WHAT YOU SHOULD DO → Repeat every entry exactly. Do not include the pictures.

DATA →

★ ★ ★ ★ ★ ★ ★

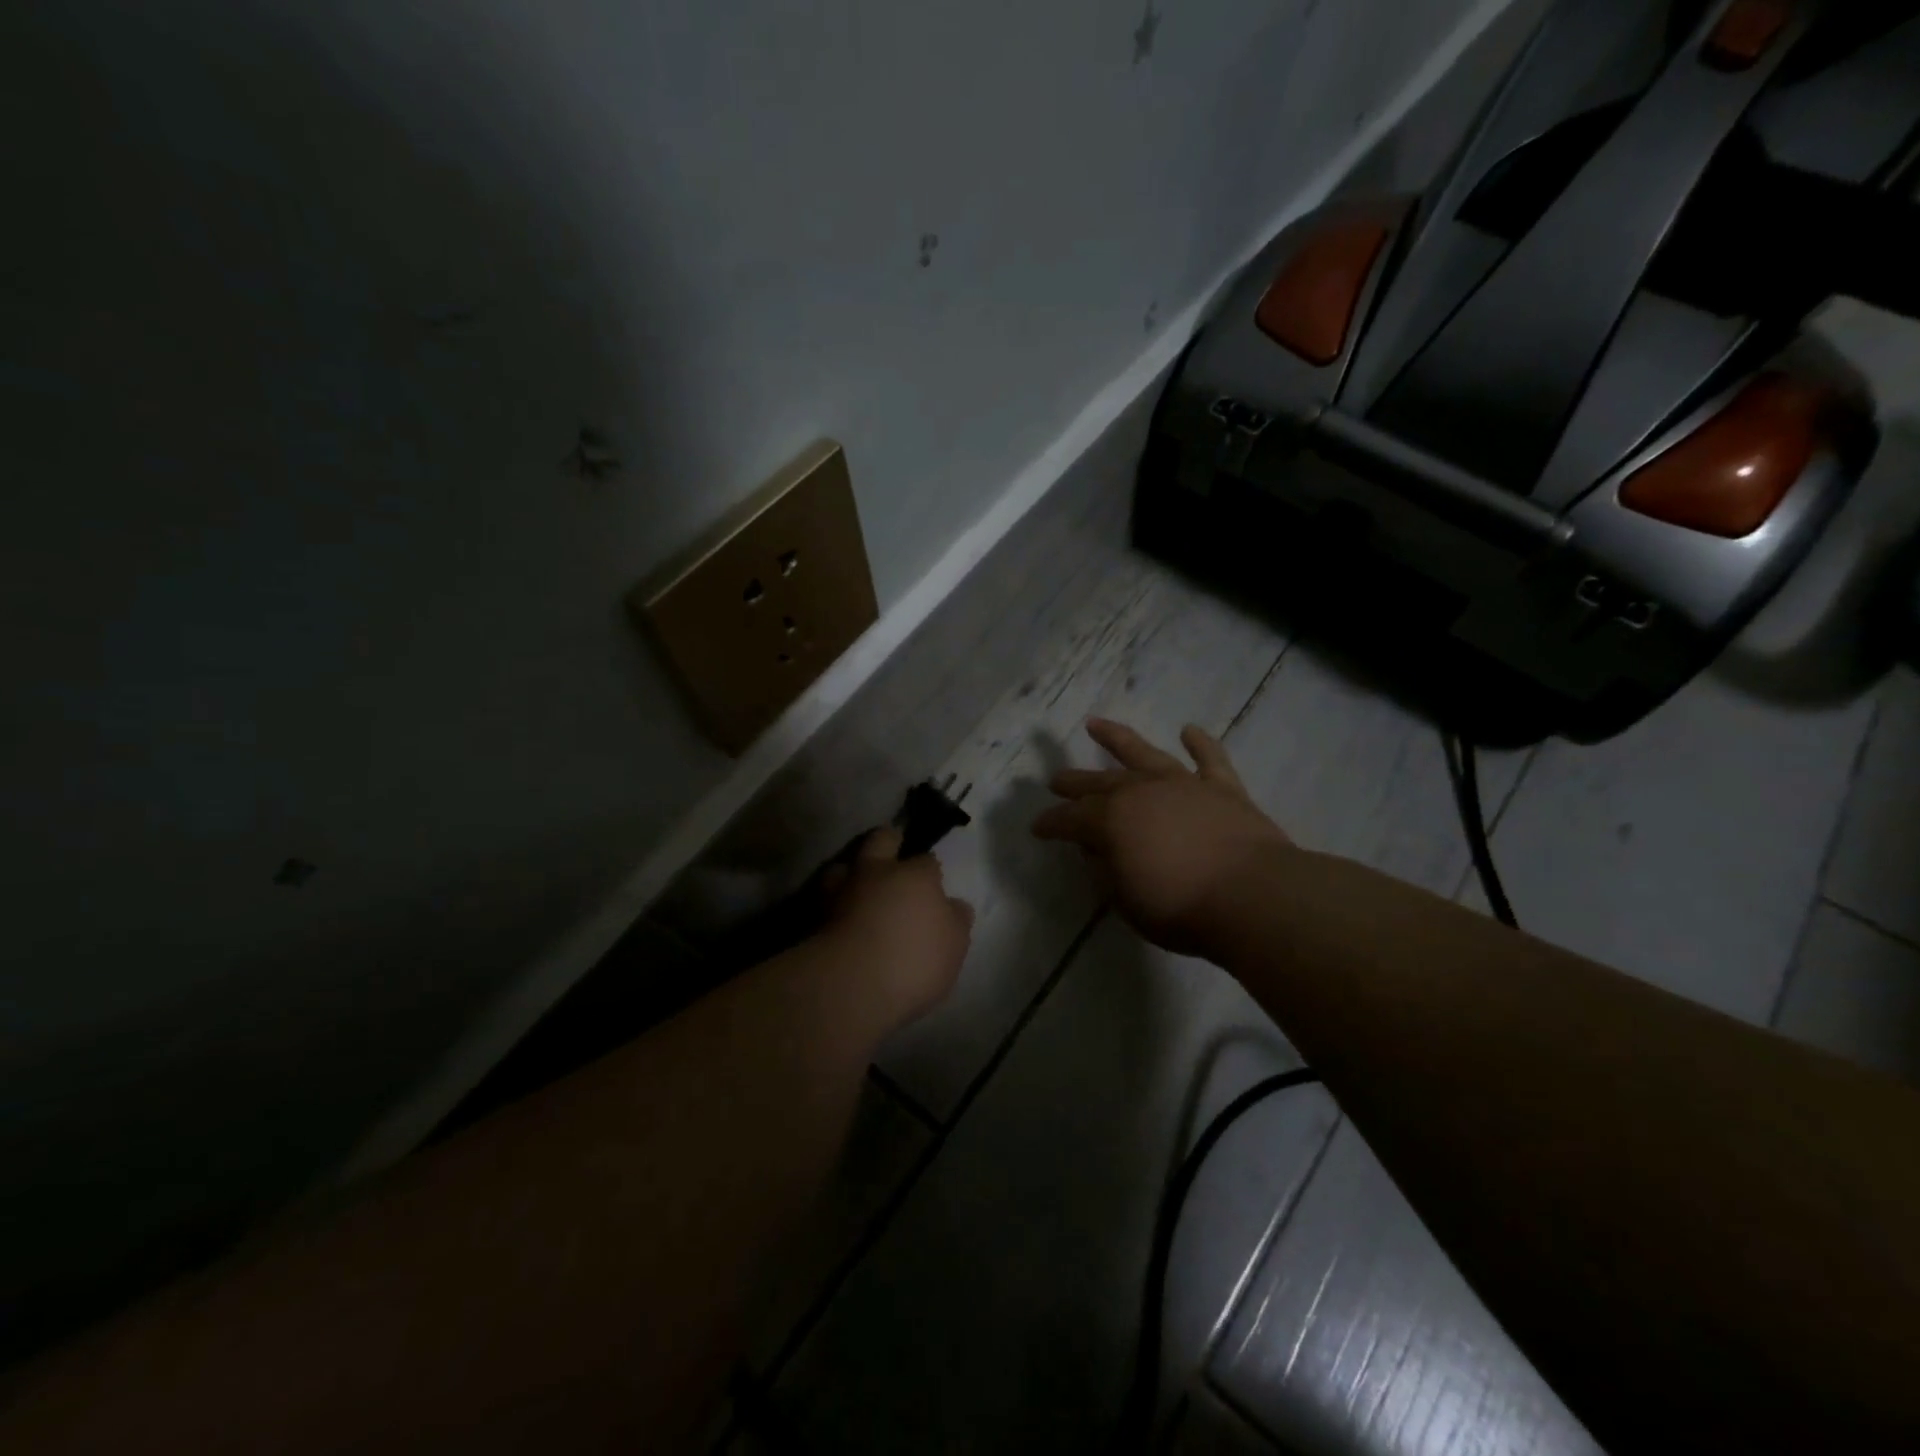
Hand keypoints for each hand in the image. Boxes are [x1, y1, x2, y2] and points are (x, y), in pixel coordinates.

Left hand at [821, 828, 973, 1029]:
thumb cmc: (914, 960)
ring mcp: (842, 891)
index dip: (930, 868)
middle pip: (881, 840)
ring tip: (857, 885)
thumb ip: (955, 920)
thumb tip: (955, 904)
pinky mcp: (815, 915)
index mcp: (915, 875)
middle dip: (889, 840)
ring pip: (843, 865)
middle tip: (894, 849)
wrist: (851, 985)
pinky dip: (833, 902)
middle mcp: (876, 872)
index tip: (933, 881)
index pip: (926, 860)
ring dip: (851, 871)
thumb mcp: (954, 945)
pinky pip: (825, 898)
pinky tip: (840, 915)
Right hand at [1031, 718, 1290, 954]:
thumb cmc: (1180, 907)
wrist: (1252, 896)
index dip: (1051, 823)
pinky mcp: (1222, 789)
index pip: (1069, 819)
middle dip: (1074, 782)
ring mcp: (1183, 785)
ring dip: (1118, 739)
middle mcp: (1141, 792)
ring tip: (1096, 724)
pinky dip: (1199, 743)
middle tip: (1055, 780)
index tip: (1037, 828)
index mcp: (1111, 820)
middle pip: (1099, 782)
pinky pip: (1209, 759)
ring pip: (1144, 753)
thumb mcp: (1125, 900)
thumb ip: (1105, 871)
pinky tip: (1189, 730)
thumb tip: (1095, 851)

★ ★ ★ ★ ★ ★ ★

OUTPUT FOR THIS EXERCISE →
Hand keypoints for each hand in the image. Boxes are [x1, y1, x2, y2] and points are (x, y), in pixel coordinates.

Left hand at [821, 828, 973, 1029]:
thumb cmc: (914, 960)
ring mcp: (842, 891)
index dip: (930, 868)
middle pip: (881, 840)
ring tip: (857, 885)
thumb ip: (955, 920)
thumb tip: (955, 904)
pinky mcp: (815, 915)
index mcp: (915, 875)
middle dip: (889, 840)
ring pip: (843, 865)
middle tip: (894, 849)
wrist: (851, 985)
pinky dip: (833, 902)
middle mcp: (876, 872)
index tip: (933, 881)
index pip: (926, 860)
ring dip: (851, 871)
thumb mcp: (954, 945)
pinky pip: (825, 898)
pinky tip: (840, 915)
Right hand at [1031, 718, 1290, 954]:
thumb cmc: (1180, 907)
wrist: (1252, 896)
index dip: (1051, 823)
pinky mcp: (1222, 789)
index pip: (1069, 819)
middle dip: (1074, 782)
ring mcp: (1183, 785)
ring dip: (1118, 739)
middle mcp: (1141, 792)
ring tip: (1096, 724)
pinky dip: (1199, 743)
middle tip: (1055, 780)
index tip: (1037, 828)
index mcp: (1111, 820)
middle pip: (1099, 782)
pinky pip: (1209, 759)
ring pip: (1144, 753)
thumb mcp: (1125, 900)
thumb ip: (1105, 871)
pinky tip: (1189, 730)
thumb tip: (1095, 851)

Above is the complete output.